* [Description of the task]: Everything from the line with "index dip: (933, 867)" to the final line of the records should be reproduced word for word, with both of those lines kept.

* [Extracted material]:
- Opening Delimiter -

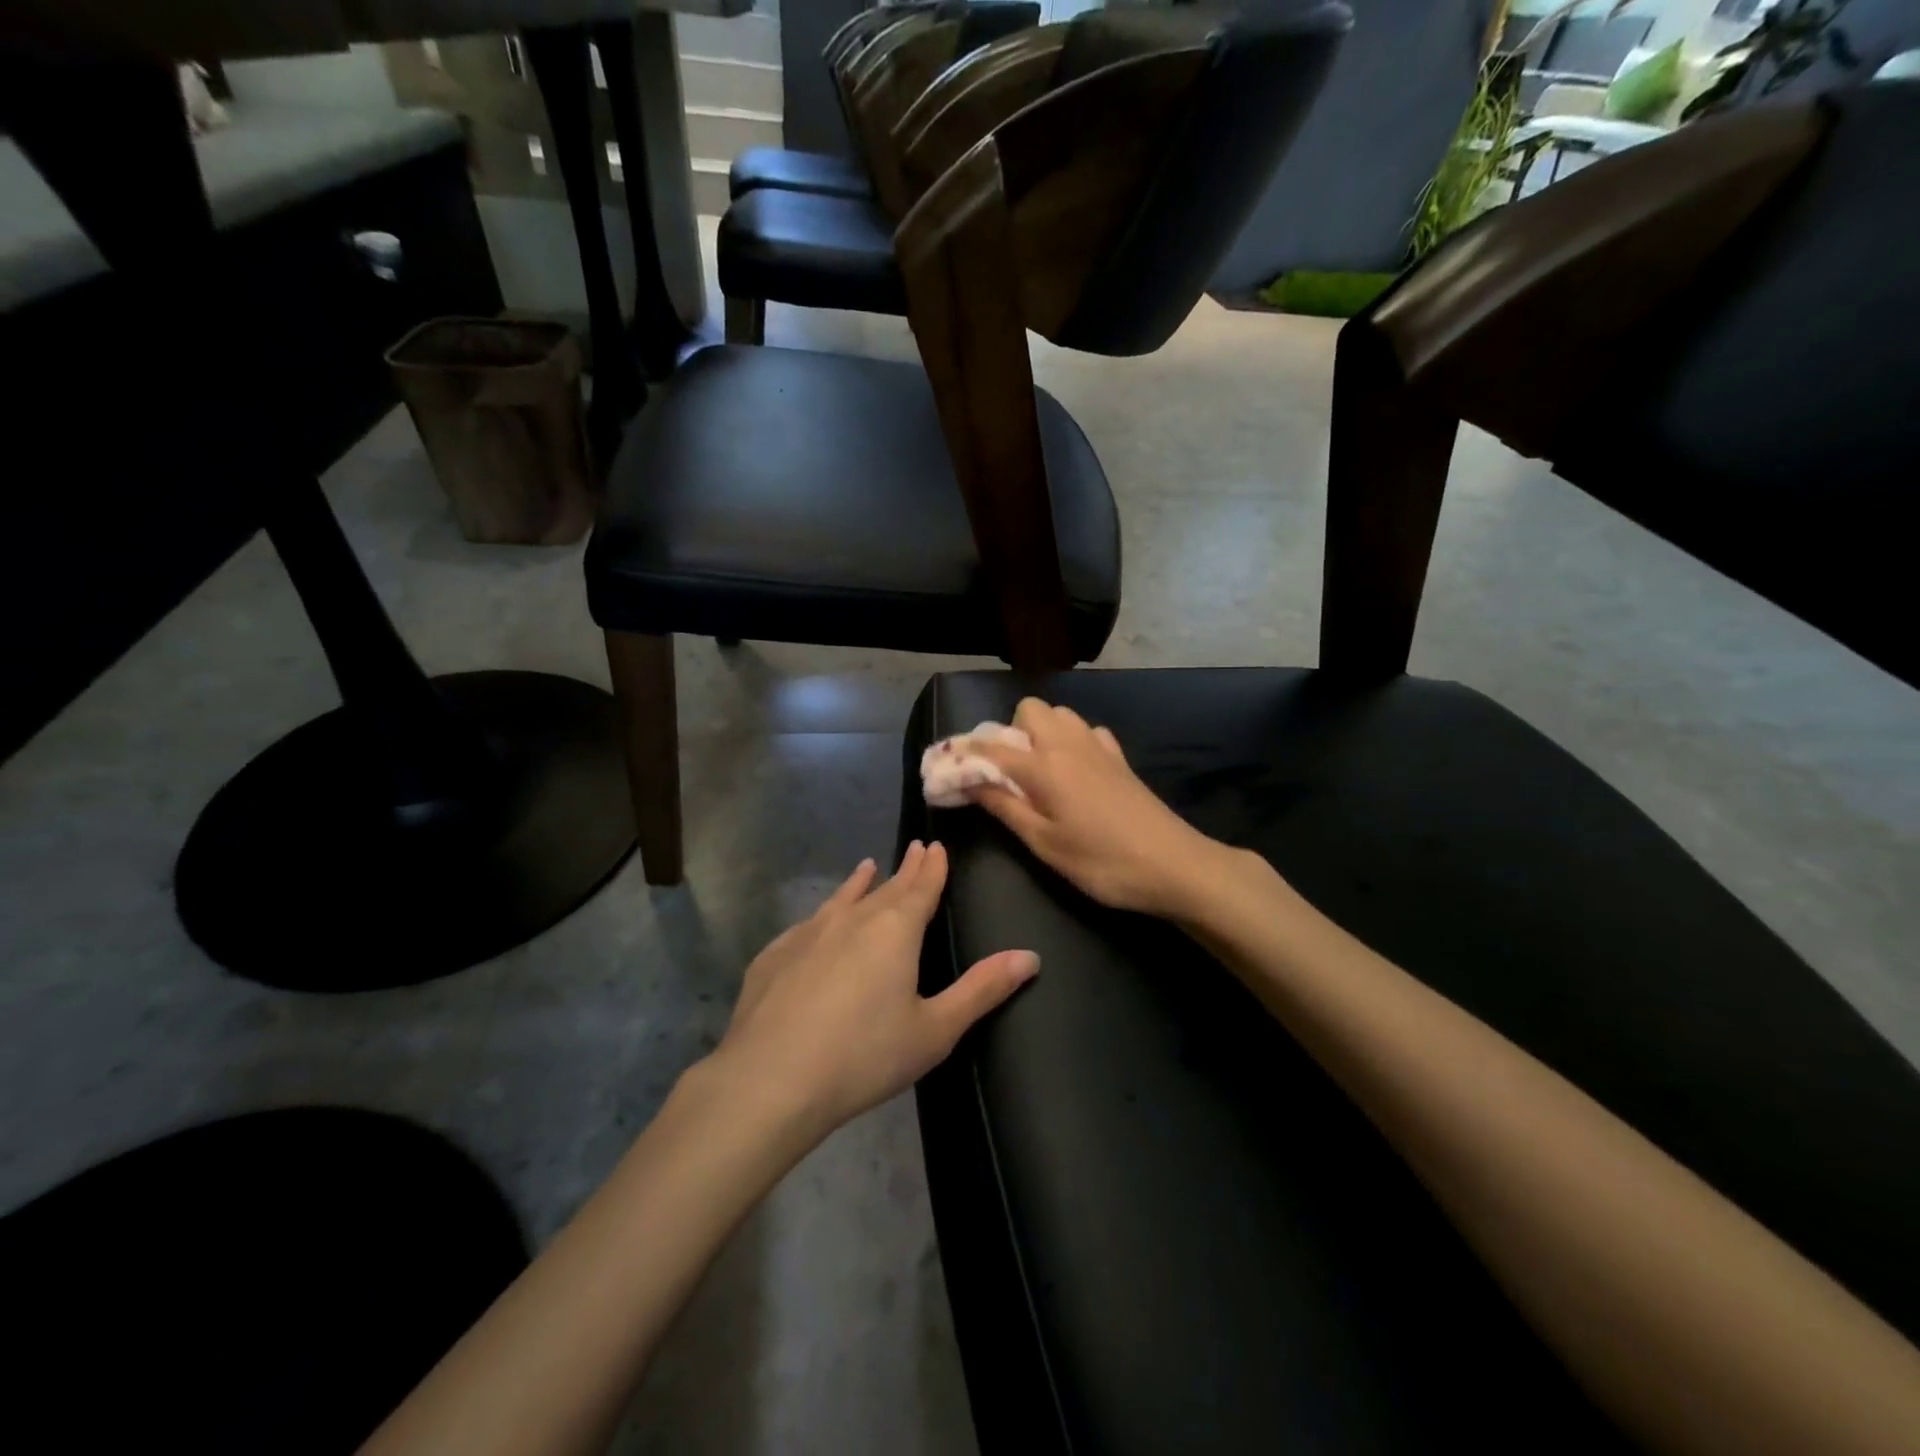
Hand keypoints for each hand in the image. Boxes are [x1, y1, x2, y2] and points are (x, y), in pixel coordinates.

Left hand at [709, 841, 1038, 1139]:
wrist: (771, 1079)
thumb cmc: (864, 1055)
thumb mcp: (935, 1029)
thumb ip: (982, 989)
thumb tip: (1030, 956)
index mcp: (895, 930)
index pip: (921, 887)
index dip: (933, 867)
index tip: (936, 845)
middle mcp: (852, 919)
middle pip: (886, 887)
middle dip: (905, 869)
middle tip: (915, 849)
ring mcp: (808, 933)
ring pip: (843, 899)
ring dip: (860, 882)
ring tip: (867, 867)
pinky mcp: (775, 955)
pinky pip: (808, 923)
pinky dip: (824, 912)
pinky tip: (818, 922)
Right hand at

- Closing Delimiter -

* [Output for this task]:
index dip: (933, 867)
index tip: (936, 845)
middle mcp: (852, 919)
middle pip: (886, 887)
middle dip: (905, 869)
middle tip: (915, 849)
ring mcp: (808, 933)
ring pip: (843, 899)
ring dip: (860, 882)
ring tip: (867, 867)
pinky mcp: (775, 955)
pinky pip: (808, 923)
pinky dip: (824, 912)
pinky tip: (818, 922)
Right hand at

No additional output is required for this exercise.